Ravennate di origine, vive a Forlì, dove ha svolto attività di insegnamento per oltre vent’anni, coltivando nel contempo lo studio delle arti figurative.

Laureatosi in materie scientifiche all’Università degli Studi di Bologna e in discipline umanistiche all’Università “La Sapienza” di Roma, ha frequentato, poi, corsi di specializzazione e di perfezionamento post lauream in geografia e storia dell’arte, nonché l’Accademia d’Arte Drammatica di Bologna.

Tale formazione gli ha consentito di vincere l’annoso iato esistente fra scienza, letteratura e arte e di approdare ad una concezione unitaria dello scibile umano.

Alla preminente attività di critico e filosofo dell’arte associa sovente quella di pubblicista su riviste specializzate.
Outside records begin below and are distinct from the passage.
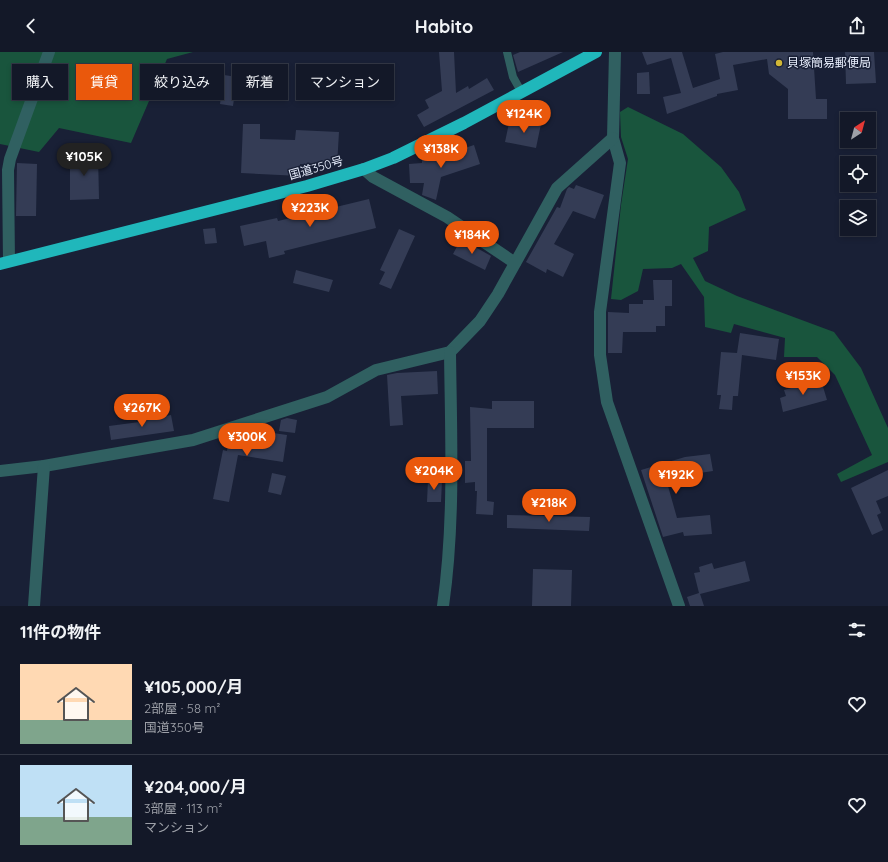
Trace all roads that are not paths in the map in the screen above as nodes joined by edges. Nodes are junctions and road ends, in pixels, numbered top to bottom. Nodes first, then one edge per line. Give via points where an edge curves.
1 (49, 52) edge
2 (507, 52) edge
3 (596, 52) edge
4 (615, 52) edge
5 (522, 93) junction
6 (613, 138) junction
7 (5, 158) edge
8 (364, 169) junction
9 (4, 262) edge
10 (515, 263) junction
11 (450, 352) junction
12 (44, 466) junction
13 (0, 471) edge
14 (34, 606) edge
15 (443, 606) edge
16 (679, 606) edge

1 - 7 street
2 - 5 lane via 513,78
3 - 5 highway, 国道350号
4 - 6 street
5 - 8 highway, 国道350号 via 393,158
6 - 10 street via 557,188
6 - 16 street via 620,163 600,312 601,362 607,402
7 - 9 street via 8,170
8 - 9 highway, 国道350号 via 307,186
8 - 10 street via 373,177 446,217
10 - 11 street via 480,321
11 - 12 street via 376,370 327,397 193,440
11 - 15 street via 451,500 448,574
12 - 13 street
12 - 14 street

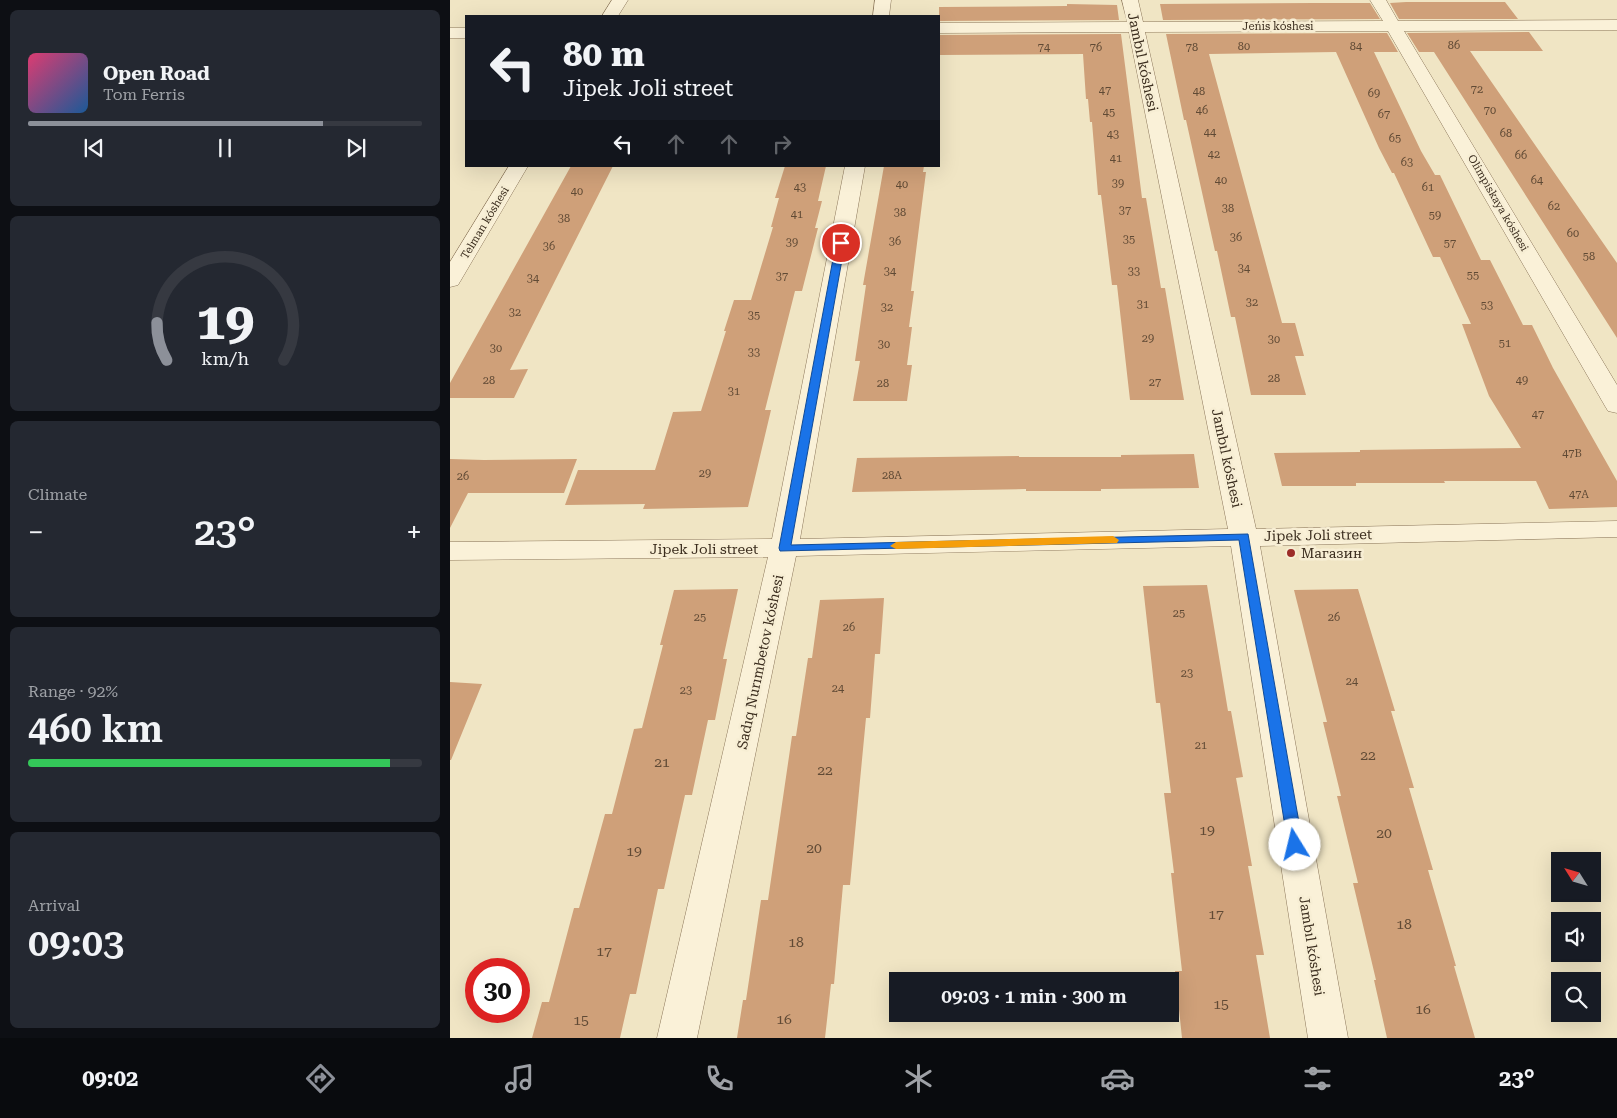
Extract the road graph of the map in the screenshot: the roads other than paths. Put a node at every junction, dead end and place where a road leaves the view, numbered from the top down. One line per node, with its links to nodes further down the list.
1 (620, 0): 5 (street)
2 (884, 0): 6 (street)
3 (1130, 0): 9 (street, Jambıl kóshesi)
4 (1378, 0): 8 (street, Olimpiskaya kóshesi)
5 (611, 15)
6 (881, 15)
7 (1617, 25): 8 (street, Jeńis kóshesi)
8 (1394, 26): 9 (street, Jeńis kóshesi); 16 (street, Olimpiskaya kóshesi)
9 (1135, 27): 10 (street, Jeńis kóshesi); 18 (street, Jambıl kóshesi)
10 (940, 28)
11 (450, 33): 12 (street)
12 (465, 33)
13 (518, 167): 15 (street, Telman kóshesi)
14 (855, 167): 19 (street, Sadıq Nurımbetov kóshesi)
15 (450, 280)
16 (1617, 406)
17 (1617, 528): 18 (street, Jipek Joli street)
18 (1244, 537): 19 (street, Jipek Joli street); 22 (street, Jambıl kóshesi)
19 (784, 548): 20 (street, Jipek Joli street); 21 (street, Sadıq Nurımbetov kóshesi)
20 (450, 551)
21 (677, 1038)
22 (1328, 1038)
Per vari anni ha collaborato con la testata giornalistica “Corriere Romagna”, recensendo i variegati eventi artistici organizzati anche oltre i confini romagnoli.

Per tale quotidiano ha curato, inoltre, una sua rubrica settimanale incentrata su argomenti artistici, culturali e geografici.
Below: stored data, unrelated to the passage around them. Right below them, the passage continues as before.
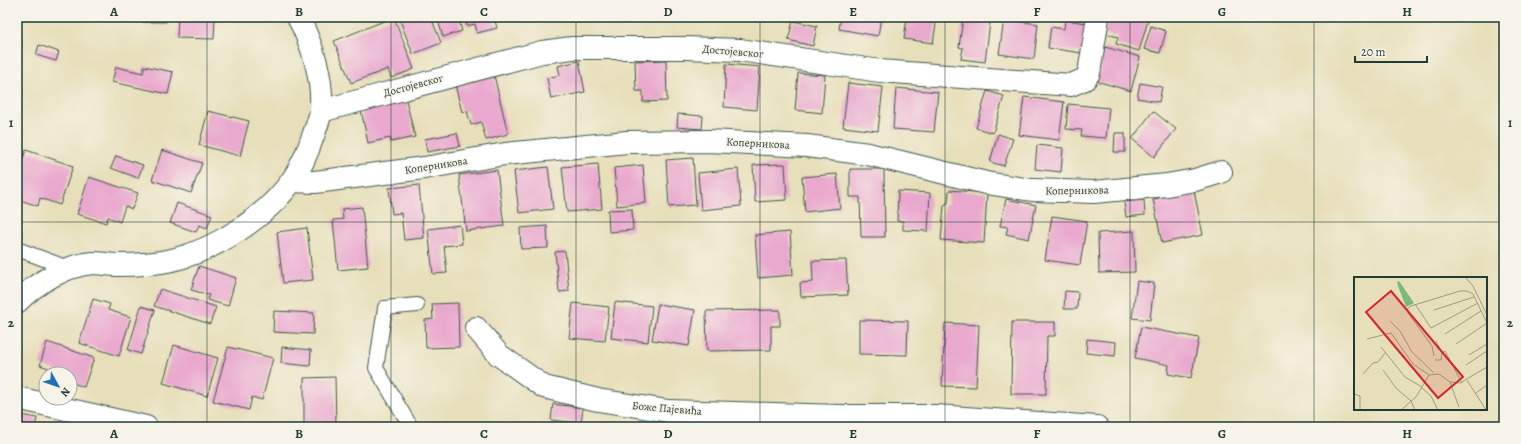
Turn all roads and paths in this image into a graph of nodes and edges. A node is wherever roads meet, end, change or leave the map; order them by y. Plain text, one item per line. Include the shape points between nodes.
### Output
1 (298, 17) edge
2 (1098, 17) edge
3 (320, 111) junction
4 (1221, 172) dead end
5 (292, 181) junction
6 (17, 249) edge
7 (68, 268) junction
8 (17, 302) edge
9 (417, 306) dead end
10 (476, 328) dead end
11 (17, 398) edge
12 (146, 427) edge
13 (411, 427) edge
14 (1097, 427) edge

1 - 3 street via 316,59 320,83
2 - 3 street, Достојевског via 1089,73 1086,79 1071,86 880,71 740,50 572,48 542,52
3 - 5 street via 308,151
4 - 5 street, Коперникова via 1167,185 1094,192 1032,190 986,183 868,154 807,146 709,141 634,141 505,154 424,168 315,182
5 - 7 street via 268,206 210,248 172,260 144,264 93,263
6 - 7 lane
7 - 8 street via 25,294
9 - 13 lane via 385,308 376,368
10 - 14 street, Боже Пајевића via 498,355 544,387 598,400 668,411 936,416
11 - 12 street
E' stato corrispondente per l’Emilia-Romagna del periodico di cultura, informazione e creatività artistica “Arte & Carte”, in cui sono apparsi saggi monografici sui massimi esponenti dell’arte mondiale contemporanea, come Ennio Calabria, Riccardo Tommasi Ferroni, Aligi Sassu, Carlo Levi, Luciano Minguzzi, Renato Guttuso, George Grosz, Jackson Pollock, Francis Bacon, Pablo Picasso, ecc. Attualmente collabora con il mensile “Arte & Carte on line”, rivista sulla quale pubblica articoli e recensioni. Suoi scritti d’arte sono apparsi, inoltre, su “Terzo Occhio”, “Archivio”, “Arte Mondadori”, “Flash Art”, “Ars”, “La Ballata”, “Juliet”.

Ormai numerosi e importanti sono gli eventi artistici e culturali curati per istituzioni pubbliche e private, nonché per singoli artisti, come numerosissimi sono i testi critici redatti per cataloghi e monografie. Partecipa a convegni quale esperto e presenta mostre d’arte, delle quali coordina spesso anche l’allestimento.

Riguardo al campo specifico dell’arte figurativa, sostiene che varie forme espressive contemporanee possono essere sintetizzate con il termine “Liminarismo”.

Particolarmente sensibile all’espressione poetica, si è avvicinato già dagli anni Ottanta alla poesia, considerandola parte essenziale della vita.

La sua poetica, imperniata su una corrente di pensiero che definisce “Titanismo dell’immaginario cosmico”, è stata divulgata su antologie e raccolte letterarie.

Per la poesia, la narrativa e l’insieme delle sue opere ha ricevuto qualificati riconoscimenti.

Dei numerosi premi ottenuti si ricordano quelli assegnatigli ai concorsi “G. Gronchi”, “Il Portone”, “M. Cumani Quasimodo”, “Europa”, “Città di Rosignano”, “La Rocca - Città di San Miniato”, “Il Centenario”, “Città di Venaria Reale”, “Portovenere”, “San Marco - Città di Venezia”, “Cinque Terre”, “Città della Spezia”, “Dialogo”, “Città di Lerici”, “Valle Senio”, “Club Letterario Italiano”, “Parole”, “Arti Letterarie”.

A questi si aggiungono numerose altre attestazioni, encomi e menzioni, fra cui si annovera la segnalazione nella Sezione Inediti Italiani ricevuta alla XIII edizione del “Premio Internazionale Eugenio Montale”.

Cura, inoltre, come critico letterario, prefazioni di sillogi poetiche e di libri di narrativa ed è lettore di poesie e di componimenti in prosa.

Nel 2009 è stato curatore del Padiglione della Repubblica Araba Siriana nella 53ª edizione della Biennale di Venezia e nel 2010 ha curato l’evento “Paolini fuori porta” in seno ad Arte Fiera Bologna OFF.